Cette officialisation de nos langues renforce et consolide l’unité nationale en instaurant une sereine diversité pour créer une empathie entre des locuteurs de plusieurs langues nationales que seront nos enfants. L’Unité, comme la diversité, ne se comprend, bien évidemment, que dans le respect des identités respectives.

L’Unité nationale doit découler du respect du principe d’équité (mêmes chances offertes à tous, même respect et dignité pour tous et chacun). ‘’La crise identitaire existe, nous dit maître Taleb Khyar, à cause de plusieurs facteurs, dont le plus important est l’école républicaine {…} dans laquelle est dispensé un enseignement suprémaciste faisant l’apologie de la supériorité d’une culture, d’une race, d’une langue sur les autres ‘’. Or , ’’Il n’y a pas de majorité en matière de vérité ‘’, tout comme il n’y a pas de majorité en matière d’identité.

-Impératif d’ordre du développement et de la citoyenneté

Il est maintenant admis ‘’qu’un peuple ne peut s’épanouir et accéder au développement que dans sa propre langue’’. Le Japon, la Malaisie , la Norvège, entre autres, en sont l’illustration parfaite .L’usage des langues nationales – toutes les langues nationales – constitue donc un facteur puissant de développement économique et social, dès lors qu’il permet de former des adultes, pour en faire de bons paysans, de bons éleveurs et pêcheurs, des parents d’élèves capables de suivre et encadrer leurs progénitures dans leur scolarité, de bons citoyens enfin puisque , comme dit l’adage, ‘’l’instruction favorise et élève la citoyenneté responsable ‘’.

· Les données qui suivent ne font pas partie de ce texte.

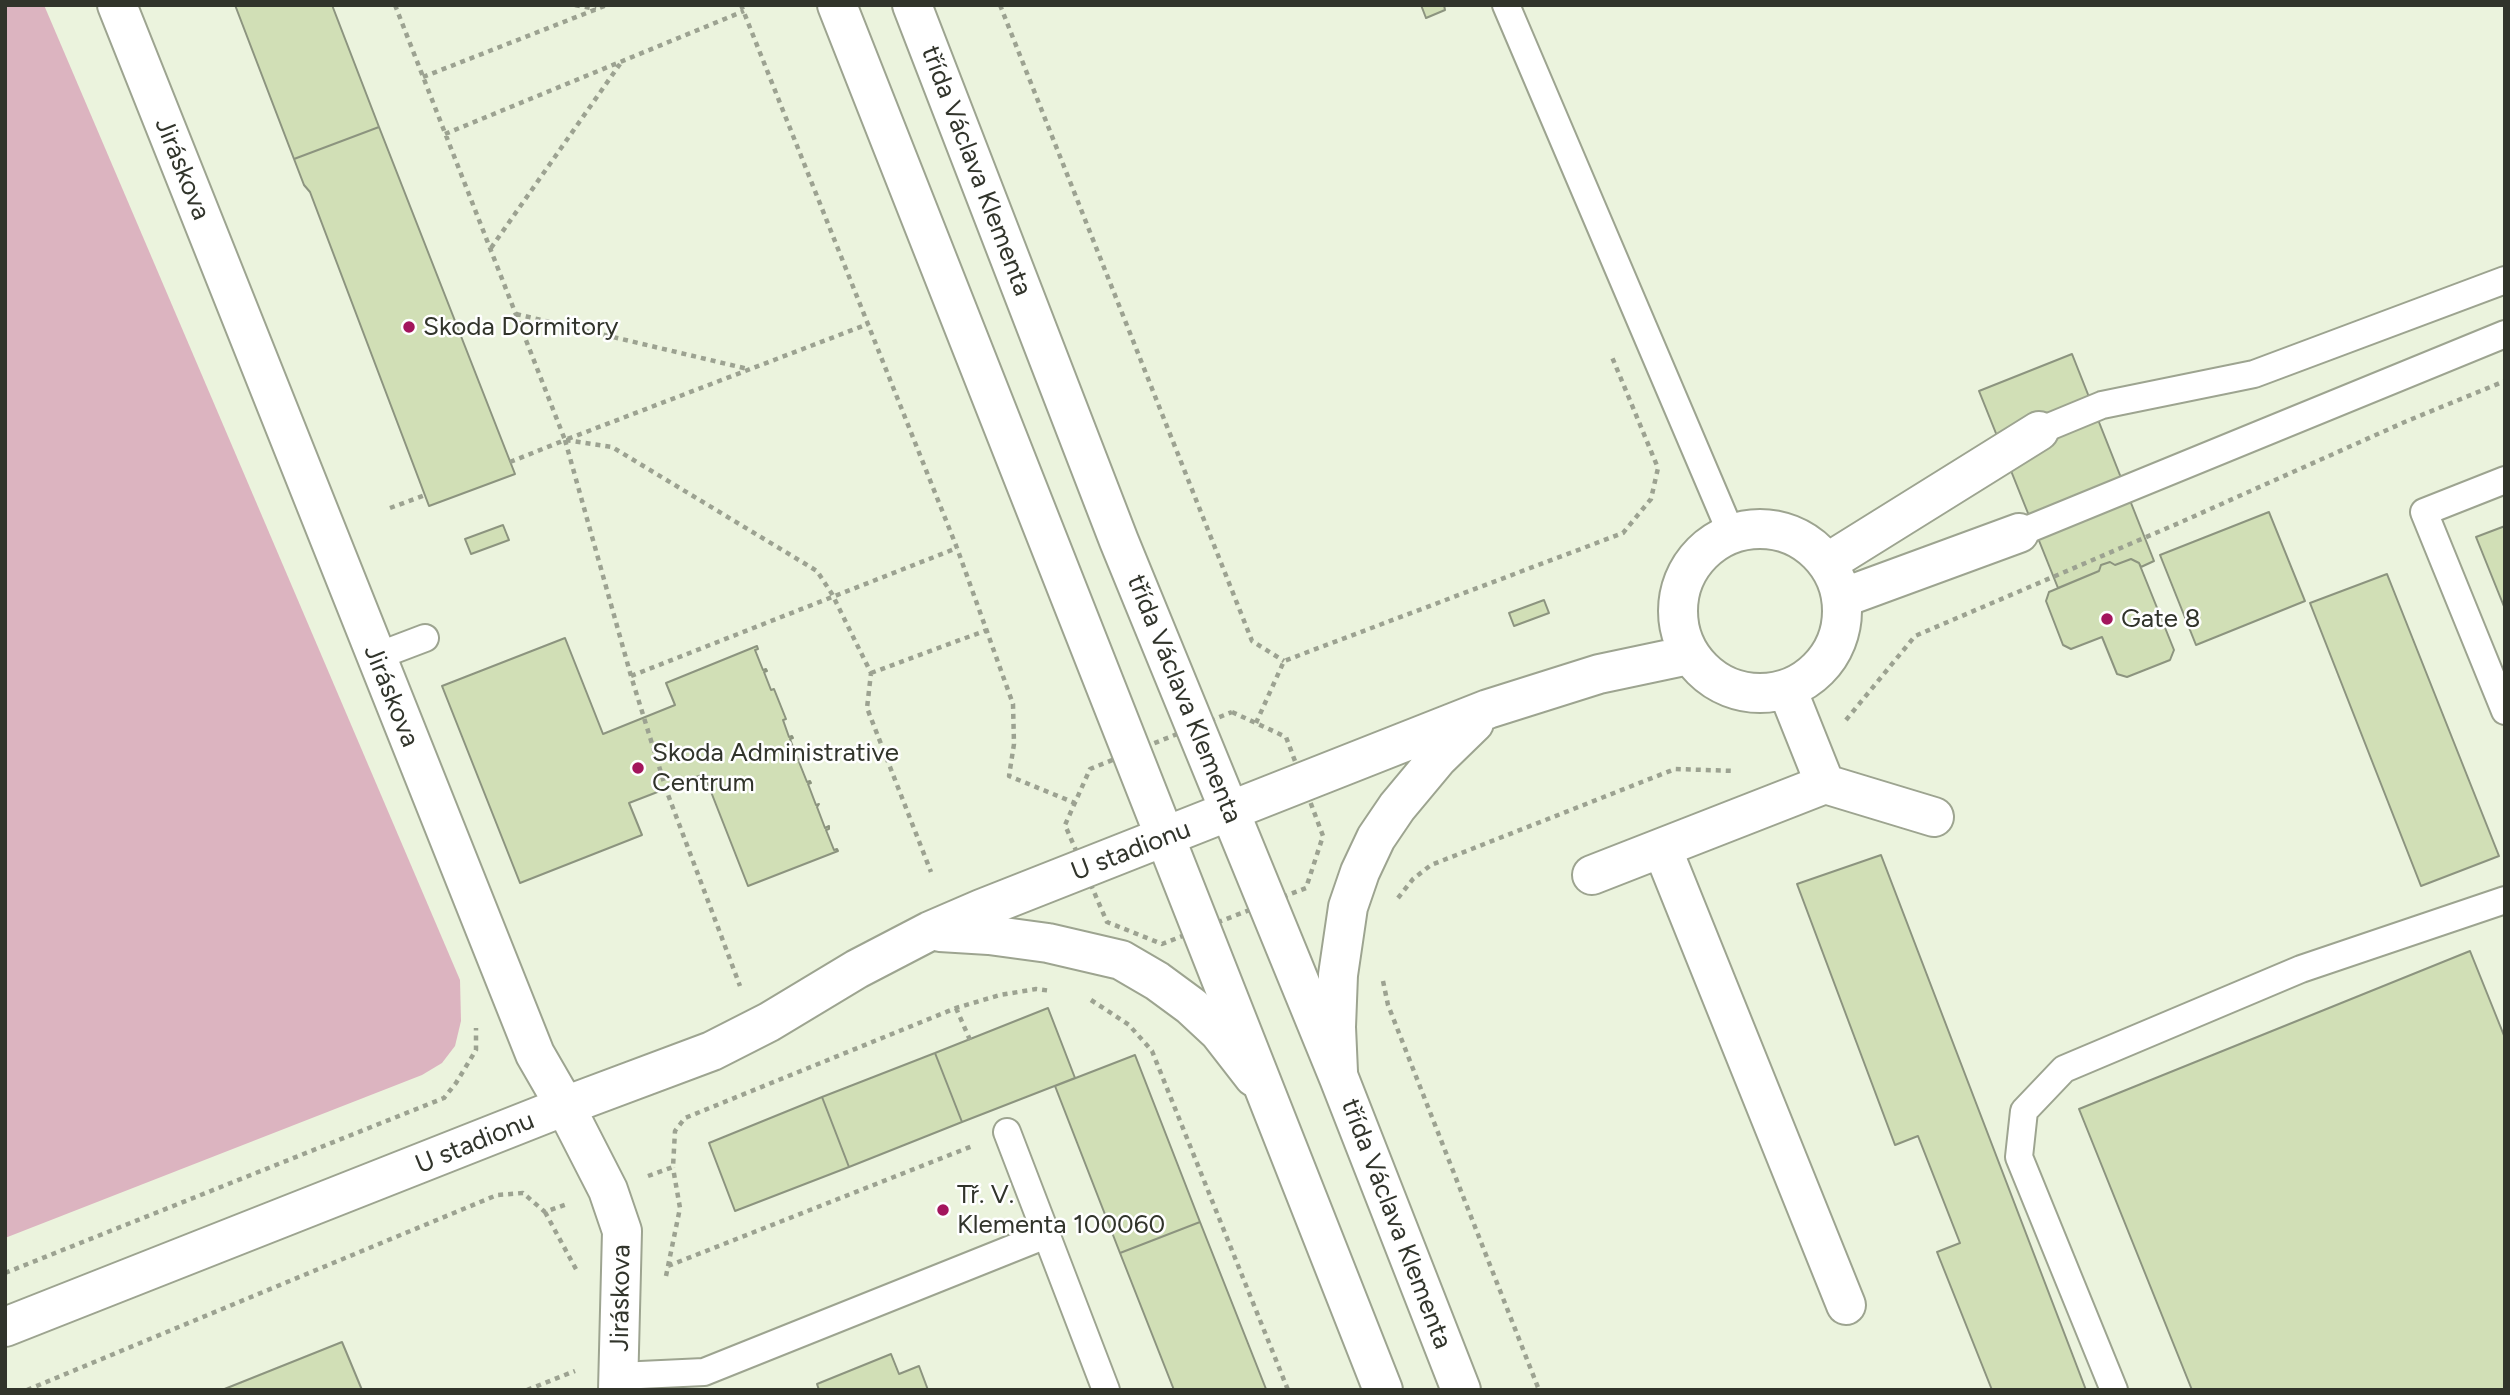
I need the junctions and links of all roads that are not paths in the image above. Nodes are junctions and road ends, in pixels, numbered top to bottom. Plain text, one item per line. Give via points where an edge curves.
1 (117, 5) edge
2 (837, 5) edge
3 (912, 5) edge
4 (1506, 5) edge
5 (2505, 280) edge
6 (2505, 334) edge
7 (2039, 430) joint
8 (2505, 480) edge
9 (1731, 533) junction
10 (2019, 533) joint
11 (1828, 563) junction
12 (1842, 598) junction
13 (425, 638) dead end
14 (1689, 655) junction
15 (376, 657) junction
16 (1787, 689) junction
17 (1488, 709) junction
18 (2505, 711) edge
19 (1820, 771) junction
20 (1230, 812) junction
21 (1934, 817) dead end
22 (1165, 838) junction
23 (1662, 848) junction
24 (1592, 875) dead end
25 (2505, 900) edge
26 (930, 931) junction
27 (1339, 1078) junction
28 (1267, 1095) junction
29 (565, 1106) junction
30 (1007, 1132) road end
31 (1046, 1235) junction
32 (1846, 1304) dead end
33 (5, 1327) edge
34 (2110, 1380) edge
35 (619, 1383) edge
36 (1106, 1390) edge
37 (1383, 1390) edge
38 (1461, 1390) edge

1 - 15 street, Jiráskova
2 - 22 street
3 - 20 street, třída Václava Klementa via 1119,541
4 - 9 lane
5 - 7 lane via 2254,374 2102,405
6 - 10 lane
7 - 11 street
8 - 18 lane via 2424,512
9 - 11 street via 1758,528 1785,532 1808,544
9 - 14 street via 1706,548 1687,571 1678,599 1679,627
10 - 12 street
11 - 12 street
12 - 16 street via 1836,643 1824,663
13 - 15 lane
14 - 16 street via 1716,681 1750,693
14 - 17 street, U stadionu via 1598,674
15 - 29 street, Jiráskova via 535,1054
16 - 19 street
17 - 20 street, U stadionu
17 - 27 street, U stadionu via 1437,758 1397,807 1360,872 1348,907 1338,975
19 - 21 street
19 - 23 street
20 - 22 street, U stadionu
20 - 27 street, třída Václava Klementa
22 - 26 street, U stadionu
22 - 28 street
23 - 24 street
23 - 32 street
25 - 34 lane via 2301,969 2064,1069 2024,1111 2019,1157
26 - 28 street via 1048,943 1121,960 1191,1006 1236,1052
26 - 29 street, U stadionu via 712,1051
27 - 38 street, třída Václava Klementa
28 - 37 street
29 - 33 street, U stadionu
29 - 35 street, Jiráskova via 608,1191 622,1231
30 - 31 lane
31 - 35 lane via 704,1371
31 - 36 lane

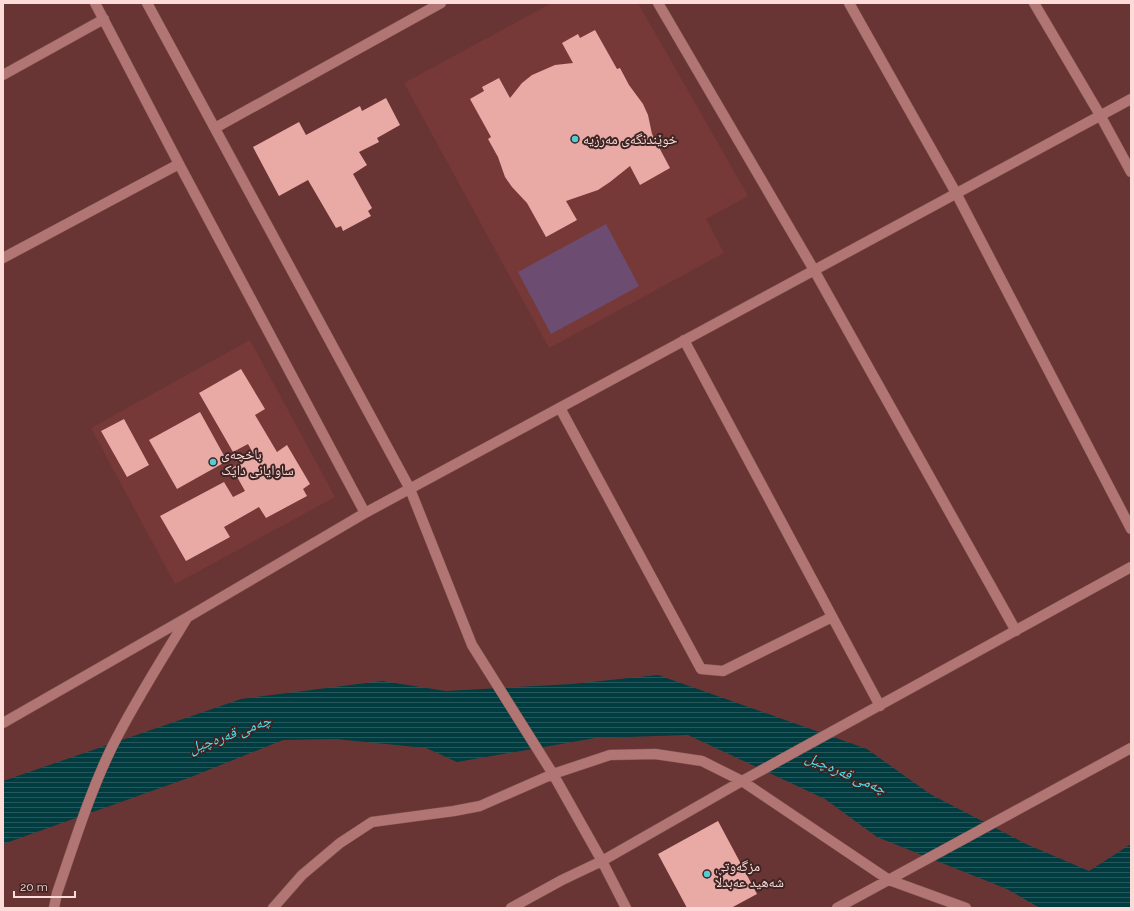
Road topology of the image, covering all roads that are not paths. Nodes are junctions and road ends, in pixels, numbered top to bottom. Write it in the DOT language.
graph roads {
  1 [pos="95,3"];
  2 [pos="147,3"];
  3 [pos="441,3"];
  4 [pos="658,3"];
  5 [pos="849,3"];
  6 [pos="1034,3"];
  7 [pos="104,19"];
  8 [pos="3,75"];
  9 [pos="1131,99"];
  10 [pos="1100,115"];
  11 [pos="215,128"];
  12 [pos="179,164"];
  13 [pos="1131,172"];
  14 [pos="956,193"];
  15 [pos="3,258"];
  16 [pos="814,270"];
  17 [pos="684,340"];
  18 [pos="560,408"];
  19 [pos="410,489"];
  20 [pos="366,513"];
  21 [pos="1131,530"];
  22 [pos="1131,567"];
  23 [pos="188,617"];
  24 [pos="832,617"];
  25 [pos="1016,632"];
  26 [pos="880,706"];
  27 [pos="3,723"];
  28 [pos="1131,748"];
  29 [pos="553,774"];
  30 [pos="742,782"];
  31 [pos="602,861"];
  32 [pos="888,880"];
  33 [pos="54,908"];
  34 [pos="273,908"];
  35 [pos="511,908"];
  36 [pos="626,908"];
  37 [pos="837,908"];
  38 [pos="966,908"];
  1 -- 7 [label="street"];
  2 -- 11 [label="street"];
  3 -- 11 [label="street"];
  4 -- 16 [label="street"];
  5 -- 14 [label="street"];
  6 -- 10 [label="street"];
  7 -- 8 [label="street"];
  7 -- 12 [label="street"];
  9 -- 10 [label="street"];
  10 -- 13 [label="street"];
  10 -- 14 [label="street"];
  11 -- 19 [label="street"];
  12 -- 15 [label="street"];
  12 -- 20 [label="street"];
  14 -- 16 [label="street"];
  14 -- 21 [label="street"];
  16 -- 17 [label="street"];
  16 -- 25 [label="street"];
  17 -- 18 [label="street"];
  17 -- 24 [label="street"];
  18 -- 19 [label="street"];
  18 -- 24 [label="street"];
  19 -- 20 [label="street"];
  19 -- 29 [label="street"];
  20 -- 23 [label="street"];
  22 -- 25 [label="street"];
  23 -- 27 [label="street"];
  23 -- 33 [label="street"];
  24 -- 26 [label="street"];
  25 -- 26 [label="street"];
  26 -- 30 [label="street"];
  28 -- 32 [label="street"];
  29 -- 30 [label="street"];
  29 -- 31 [label="street"];
  29 -- 34 [label="street"];
  30 -- 31 [label="street"];
  30 -- 32 [label="street"];
  31 -- 35 [label="street"];
  31 -- 36 [label="street"];
  32 -- 37 [label="street"];
  32 -- 38 [label="street"];
}
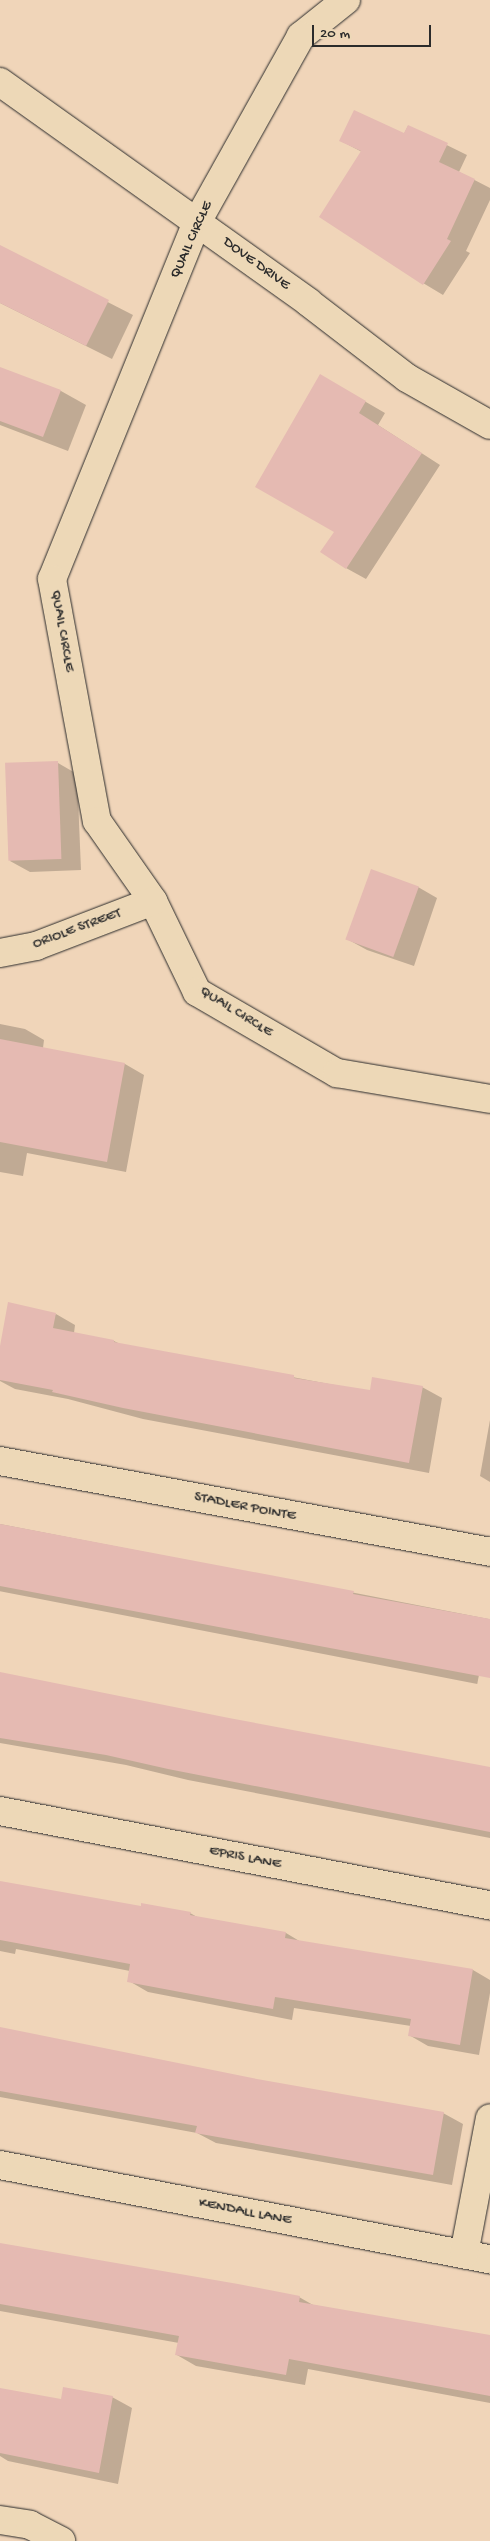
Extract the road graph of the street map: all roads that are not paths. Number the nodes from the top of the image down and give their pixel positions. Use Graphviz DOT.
graph roads {
  1 [pos="346,0"];
  2 [pos="0,82"];
  3 [pos="197,222"];
  4 [pos="490,425"];
  5 [pos="153,900"];
  6 [pos="0,953"];
  7 [pos="490,1099"];
  8 [pos="0,1461"];
  9 [pos="490,1552"];
  10 [pos="0,1811"];
  11 [pos="490,1905"];
  12 [pos="490,2118"];
  13 [pos="0,2164"];
  14 [pos="477,2256"];
  15 [pos="0,2520"];
  16 [pos="62,2541"];
  1 -- 3 [label="street, QUAIL CIRCLE"];
  2 -- 3 [label="street, DOVE DRIVE"];
  3 -- 4 [label="street, DOVE DRIVE"];
  3 -- 5 [label="street, QUAIL CIRCLE"];
  5 -- 6 [label="street, ORIOLE STREET"];
  5 -- 7 [label="street, QUAIL CIRCLE"];
  8 -- 9 [label="street, STADLER POINTE"];
  10 -- 11 [label="street, EPRIS LANE"];
  12 -- 14 [label="street"];
  13 -- 14 [label="street, KENDALL LANE"];
  15 -- 16 [label="street"];
}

– Raison d’ordre pragmatique, enfin …

L’expérience mauritanienne, menée entre 1980 et 1999, a été une réussite incontestable, au vu des résultats des différentes évaluations menées; celle du BREDA (Bureau régional pour l’Education-Unesco-basé à Dakar) qui retient un taux de réussite de 82,10 % en milieu rural, 93,15% en milieu semi-urbain, et 81,52 pour le milieu urbain, et celle du ministère de l’éducation nationale( MEN), un taux de réussite de 71% pour les enfants de langue maternelle arabe qui apprenaient une 2eme langue négro-africaine… Réussite manifeste, visible de cette expérience sur bien des aspects ; telle est la réalité factuelle, indéniable, des choses …

-Pour lever des méprises, dissiper des malentendus et certaines croyances tenaces et erronées ‘’Croire que les communautés linguistiques, ethno-culturelles et réligieuses finiront par converger de sitôt vers une communauté homogène est une illusion grossière ‘’.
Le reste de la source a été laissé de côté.